The work presents a broad, interpretive survey of human history that treats progress as a westward-moving drama under providential guidance. It sketches successive cultural ages and traces how literature, art, science, religion, and commerce have shifted emphasis across eras. Rather than detailed biographies, it compiles a compact nomenclature of celebrated figures and landmark events to demonstrate continuity and cumulative improvement. The author highlights recurring patterns of expansion, innovation, and renewal, arguing that major enterprises and population movements have tended to unfold toward the west. The treatment privileges grand outlines and synthesis over granular documentation.

PROLOGUE OF MOTTOES.

"Thy foot will not stumble, if thou ascribest every thing good and noble to Providence, whether it takes place among the Greeks or ourselves, for God is everywhere the author of all that is good. Some things, indeed, originate immediately with Him, as the Scriptures of the Old and New Testament, others again mediately, as philosophy. And even this, he appears to have imparted immediately to the Greeks, until they were called by the Lord; for philosophy led the Greeks to Christ, as the law did the Jews."—Clemens of Alexandria.

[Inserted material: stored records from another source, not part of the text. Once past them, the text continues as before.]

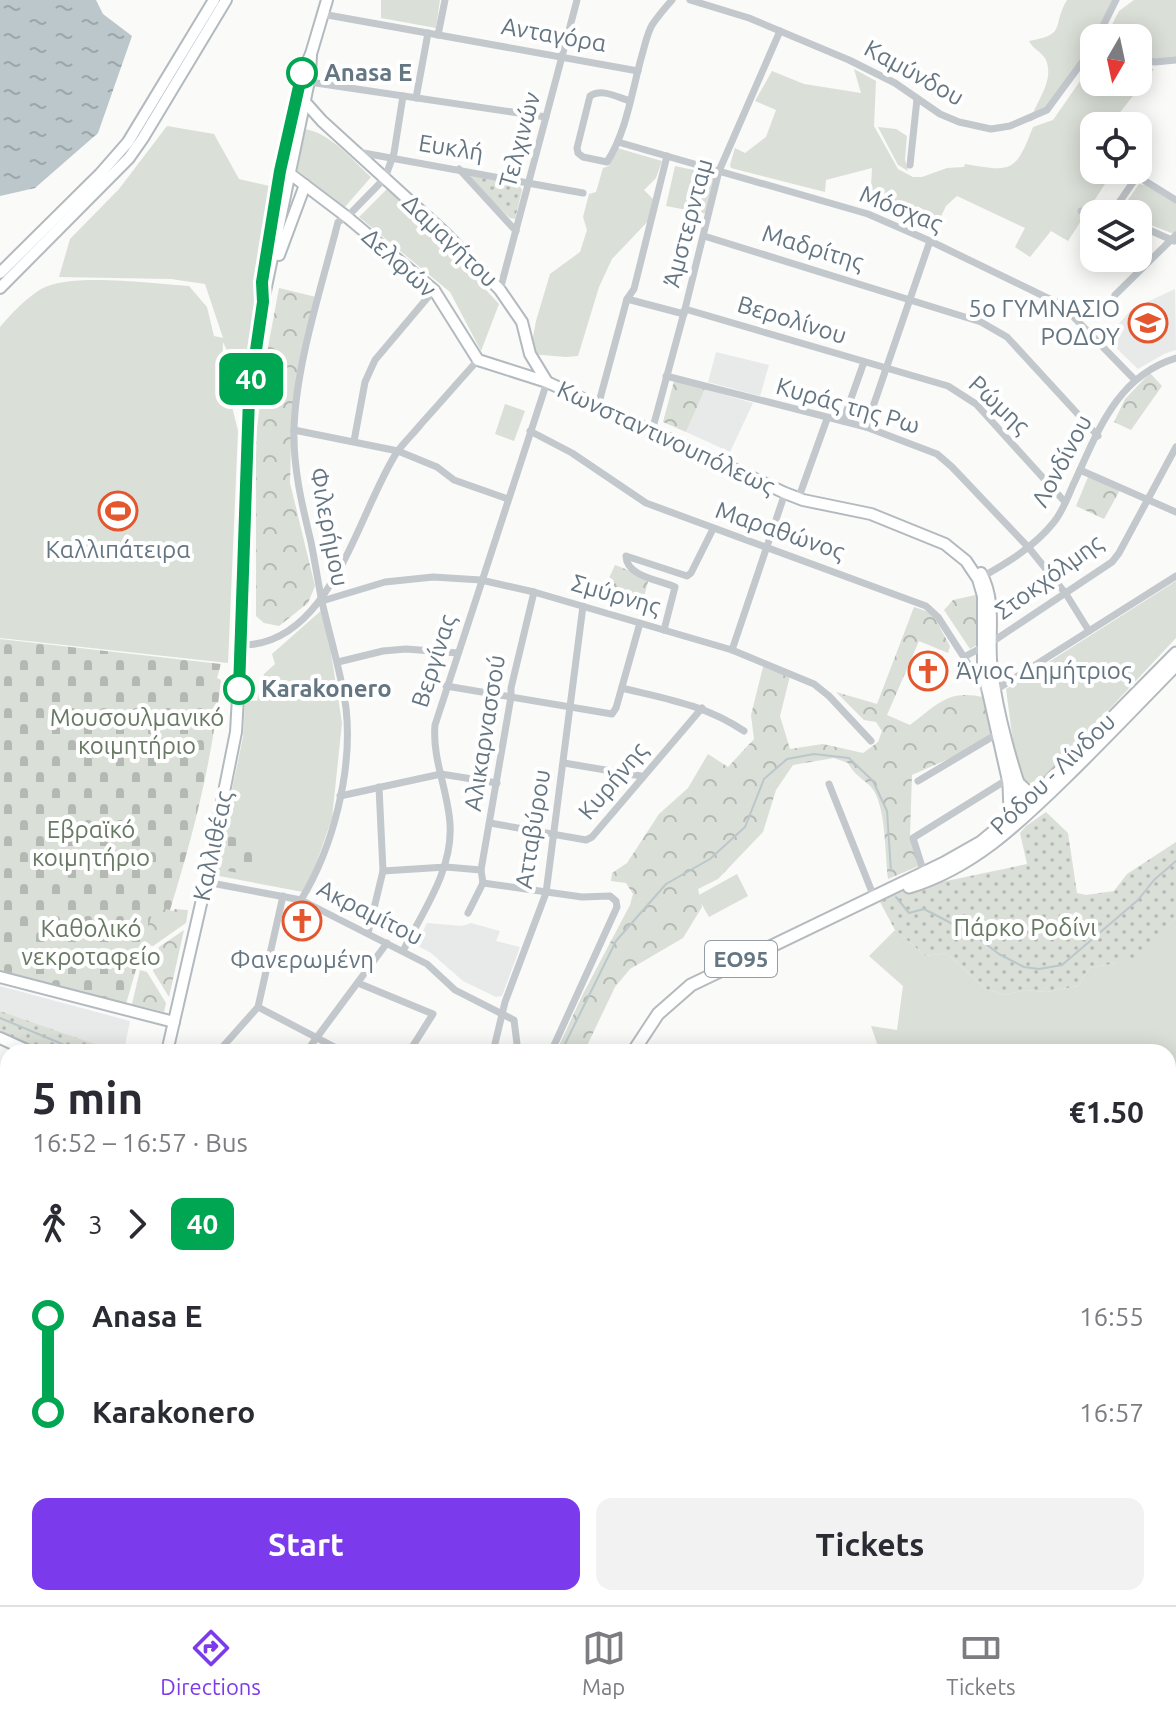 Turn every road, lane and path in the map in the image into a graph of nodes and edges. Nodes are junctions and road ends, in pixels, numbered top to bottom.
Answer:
1 (214, 0) edge
2 (226, 0) edge
3 (327, 0) edge
4 (445, 0) edge
5 (575, 0) edge
6 (672, 0) edge
7 (690, 0) edge
8 (1116, 0) edge
9 (322, 14) junction
10 (1103, 24) edge
11 (780, 31) junction
12 (428, 33) junction
13 (438, 35) junction
14 (311, 54) junction
15 (562, 57) junction
16 (1176, 60) edge
17 (1152, 62) edge
18 (1080, 66) edge
19 (638, 71) junction
20 (309, 82) junction
21 (403, 96) junction
22 (416, 98) junction
23 (917, 99) junction
24 (630, 101) junction
25 (305, 102) junction
26 (546, 117) junction
27 (296, 119) junction
28 (322, 121) junction
29 (618, 142) junction
30 (358, 152) junction
31 (667, 156) junction
32 (390, 158) junction
33 (910, 165) dead end
34 (459, 169) junction
35 (719, 171) junction
36 (284, 172) junction
37 (385, 178) junction
38 (529, 181) junction
39 (305, 185) junction
40 (583, 193) dead end
41 (1120, 200) edge
42 (1176, 200) edge
43 (347, 217) junction
44 (1152, 230) edge
45 (516, 231) junction
46 (704, 236) junction
47 (1175, 239) edge
48 (930, 241) junction
49 (0, 273) edge
50 (269, 283) junction
51 (0, 288) edge
52 (434, 290) junction
53 (500, 290) junction
54 (1115, 295) dead end
55 (627, 299) junction
56 (910, 299) junction
57 (263, 302) junction
58 (685, 312) junction
59 (530, 354) junction
60 (1176, 358) edge
61 (478, 360) junction
62 (864, 362) junction
63 (886, 369) junction
64 (511, 372) junction
65 (666, 376) junction
66 (1134, 379) junction
67 (547, 382) junction
68 (598, 406) junction
69 (827, 419) junction
70 (843, 421) junction
71 (866, 427) junction
72 (294, 430) junction
73 (530, 431) junction
74 (652, 431) junction
75 (1098, 436) junction
76 (354, 441) junction
77 (1176, 447) edge
78 (398, 451) junction
79 (1080, 470) junction
80 (785, 493) junction
81 (800, 494) junction
82 (508, 499) junction
83 (1147, 499) junction
84 (1065, 502) junction
85 (1176, 512) edge
86 (713, 529) junction
87 (767, 548) junction
88 (1029, 548) junction
89 (1176, 576) edge
90 (980, 578) junction
91 (481, 580) junction
92 (534, 592) junction
93 (1066, 594) junction
94 (322, 601) junction
95 (583, 606) junction
96 (640, 623) junction
97 (664, 630) junction
98 (1089, 631) junction
99 (241, 645) junction
100 (987, 645) junction
101 (732, 650) junction
102 (458, 653) junction
103 (1176, 653) edge
104 (964, 657) junction
105 (338, 662) junction
106 (1176, 665) edge
107 (446, 686) junction
108 (622, 688) junction
109 (991, 688) junction
110 (511, 697) junction
111 (572, 708) junction
112 (702, 708) junction
113 (744, 731) dead end
114 (997, 734) junction
115 (871, 741) dead end
116 (564, 763) junction
117 (441, 774) junction
118 (641, 776) junction
119 (918, 781) dead end
120 (1011, 782) junction
121 (497, 783) junction
122 (829, 784) dead end
123 (379, 787) junction
124 (1038, 792) junction
125 (340, 796) junction
126 (1026, 809) junction
127 (1006, 822) junction
128 (490, 823) junction
129 (554, 834) junction
130 (446, 867) junction
131 (481, 870) junction
132 (383, 871) junction
133 (924, 873) junction
134 (206, 882) junction
135 (483, 883) junction
136 (546, 893) junction
137 (283, 896) junction
138 (874, 897) junction
139 (301, 900) junction
140 (468, 913) dead end
141 (368, 933) junction
142 (387, 943) junction
143 (403, 951) junction
144 (0, 977) edge
145 (358, 983) junction
146 (258, 1007) junction
147 (502, 1012) junction
148 (170, 1021) junction
149 (318, 1038) junction
150 (168, 1044) edge
151 (225, 1044) edge
152 (313, 1044) edge
153 (329, 1044) edge
154 (414, 1044) edge
155 (495, 1044) edge
156 (518, 1044) edge
157 (555, 1044) edge
158 (638, 1044) edge

1 - 49 main road
2 - 51 main road
3 - 9 main road, Καλλιθέας
4 - 13 street
5 - 15 street, Τελχινών
6 - 19 street
7 - 11 street, Καμύνδου
8 - 10 street
9 - 12 street, Ανταγόρα
9 - 14 main road, Καλλιθέας
11 - 23 street, Καμύνδου
11 - 35 street, Άμστερνταμ
12 - 13 street, Ανταγόρα
12 - 22 street
13 - 15 street, Ανταγόρα
14 - 20 main road, Καλλιθέας
14 - 27 main road, Καλλιθέας
15 - 19 street, Ανταγόρα
15 - 26 street, Τελχινών
16 - 17 street
18 - 23 street, Καμύνδου
19 - 24 street
20 - 21 street
20 - 25 main road, Καλλιθέας
21 - 22 street
21 - 32 street
22 - 26 street
23 - 33 street
24 - 29 street
24 - 29 street
25 - 27 main road, Καλλιθέας
25 - 28 main road, Δαμαγήτου
26 - 38 street, Τελχινών
27 - 28 main road
27 - 36 main road, Καλλιθέας
28 - 30 main road, Δαμαγήτου
29 - 31 street, Μόσχας
30 - 32 street, Ευκλή
30 - 37 main road, Δαμαγήτου
31 - 35 street, Μόσχας
31 - 55 street
32 - 34 street, Ευκλή
32 - 37 street
34 - 38 street, Ευκλή
34 - 45 street
35 - 46 street, Άμστερνταμ
35 - 48 street, Μόσχας
36 - 39 main road, Δελφών
36 - 50 main road, Καλλιθέας
36 - 57 main road, Καλλιθέας
37 - 43 street, Φιλερήμου
37 - 53 main road, Δαμαγήτου
38 - 40 street, Ευκλή
38 - 45 street, Τελχινών
39 - 43 main road, Δελφών
39 - 50 main road
41 - 42 street
43 - 52 main road, Δελφών
43 - 72 street, Φιλερήμου
44 - 47 street
45 - 53 street, Τελχινών
46 - 56 street, Μαδρίτης
46 - 58 street, Άμστερνταμ
47 - 54 street
48 - 56 street
48 - 66 street, Μόσχας
50 - 57 main road, Καλλιθέας
52 - 61 main road, Δελφών
52 - 76 street
53 - 59 main road, Δαμαγήτου
55 - 58 street, Βερολίνου
55 - 68 street
56 - 63 street
56 - 75 street, Μαδρίτης
57 - 99 main road, Καλλιθέας
58 - 62 street, Βερολίνου
58 - 65 street, Άμστερνταμ
59 - 64 main road
59 - 67 main road, Δαμαγήτου
60 - 66 street, Λονδίνου
61 - 64 main road
61 - 78 street
62 - 63 street, Βερολίνου
62 - 70 street
63 - 71 street
63 - 84 street, Ρώμης
64 - 67 main road
65 - 69 street, Κυράς της Ρω
65 - 74 street, Άμστερνταμ
66 - 75 street, Λονδίνου
67 - 68 main road, Κωνσταντινουπόλεως
67 - 73 street, Βεργίνας
68 - 74 main road, Κωνσταντινουπόλεως
69 - 70 street, Κυράς της Ρω
69 - 81 street
70 - 71 street, Κυράς της Ρω
71 - 88 street, Κυράς της Ρω
72 - 76 street
72 - 94 street, Φιλερήμου
73 - 82 street, Βεργίνας
73 - 86 street, Μαραθώνος
74 - 80 main road, Κωνσταντινουπόλεως
75 - 79 street, Λονδίνου
76 - 78 street
77 - 83 street, Στοκχόλμης
78 - 82 street
78 - 94 street
79 - 83 street
79 - 84 street, Λονδίνου
80 - 81 main road, Κωνσταντινουπόλεως
80 - 87 street
80 - 90 main road, Κωνσταντινουπόλεως
81 - 90 main road, Κωνσταντινουπόλεως
82 - 91 street, Βεργίνας
83 - 85 street
83 - 93 street, Στοκχόλμης
84 - 88 street, Λονδίνου
86 - 87 street, Μαραθώνος
86 - 97 street
87 - 101 street
87 - 104 street, Μαραθώνος
88 - 90 street, Λονδίνου
88 - 93 street, Κυράς της Ρω
89 - 98 street
90 - 100 main road
91 - 92 street, Σμύρνης
91 - 94 street, Σμύρνης
91 - 102 street, Βεργίνας
92 - 95 street, Σμύρνης
92 - 110 street, Αλικαρνασσού
93 - 98 street, Κυράς της Ρω
93 - 100 street, Στοκχόλμης
94 - 99 street
94 - 105 street, Φιλερήμου
95 - 96 street, Σμύρνης
95 - 111 street, Ατταβύρου
96 - 97 street, Σμύρνης
96 - 108 street
97 - 101 street, Σμύρνης
98 - 109 street
99 - 134 main road, Καλλιθέας
100 - 104 street, Στοκχόλμης
100 - 109 main road
101 - 115 street, Σμύρνης
102 - 105 street
102 - 107 street, Βεργίνας
103 - 124 main road, Ρόδου - Λίνδου / ΕΟ95
104 - 109 street, Μαραθώνος
105 - 125 street, Φιλερήμου
106 - 126 main road, Ρόδου - Λίνδου / ΕΟ95
107 - 110 street
107 - 117 street, Βεργίνας
108 - 111 street
108 - 112 street
109 - 114 main road
109 - 120 main road
110 - 111 street
110 - 121 street, Αλικαρνασσού
111 - 116 street, Ατταβύρου
112 - 113 street
112 - 118 street, Κυρήνης
114 - 119 street
114 - 120 main road
116 - 118 street
116 - 129 street, Ατταβύρου
117 - 121 street
117 - 123 street
117 - 130 street, Βεργίνας
118 - 129 street, Κυρήνης
120 - 124 main road
120 - 126 main road
120 - 127 main road
120 - 133 street
121 - 128 street, Αλικαρνασσού
122 - 138 street
123 - 125 street
123 - 132 street
124 - 126 main road, Ρόδου - Λίνδου / ΕΟ95
125 - 139 street, Φιλερήμου
126 - 127 main road, Ρόδου - Λίνδου / ΕΟ95
126 - 138 main road, Ρόδου - Λίνδου / ΕΟ95
127 - 133 main road, Ρόδου - Λίνδου / ΕΟ95
128 - 129 street, Κυρήνης
128 - 131 street, Αλικαρνασσού
129 - 136 street, Ατταβύρου
130 - 131 street
130 - 132 street
130 - 143 street, Βεργίνας
131 - 135 street, Αλικαρνασσού
132 - 141 street
133 - 138 main road, Ρόδου - Λίνδου / ΕΟ95
134 - 137 street, Ακραμίτου
134 - 148 main road, Καλλιθέας
135 - 136 street
135 - 140 street
136 - 147 street, Ατταβύρου
136 - 157 street
137 - 139 street, Ακραμίτου
137 - 146 street
138 - 158 main road, Ρόδου - Λίνδου / ΕΟ95
139 - 141 street, Ακραμίτου
141 - 142 street, Ακραμίτου
142 - 143 street, Ακραμίτου
142 - 145 street
143 - 147 street, Ακραμίτου
144 - 148 main road
145 - 149 street
145 - 154 street
146 - 149 street
146 - 151 street
147 - 155 street, Ατταβύρου
147 - 156 street
148 - 150 main road, Καλλιθέας
149 - 152 street
149 - 153 street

"In the history of a war, we speak only of the generals, and those who performed actions of distinction. In like manner the battles of the human mind, if I may use the expression, have been won by a few intellectual heroes. The history of the development of art and its various forms may be therefore exhibited in the characteristic view of a number, by no means considerable, of elevated and creative minds."—Augustus William Schlegel.

"These individual lives, running like so many colored threads, through our record, may impart to it that personal interest and dramatic unity which otherwise it would lack."—Doctor Arnold.

"I saw the ram pushing westward, and northward, and southward; so that no beasts might stand before him, neither was there any that could deliver out of his hand; but he did according to his will, and became great."—Daniel, viii. 4.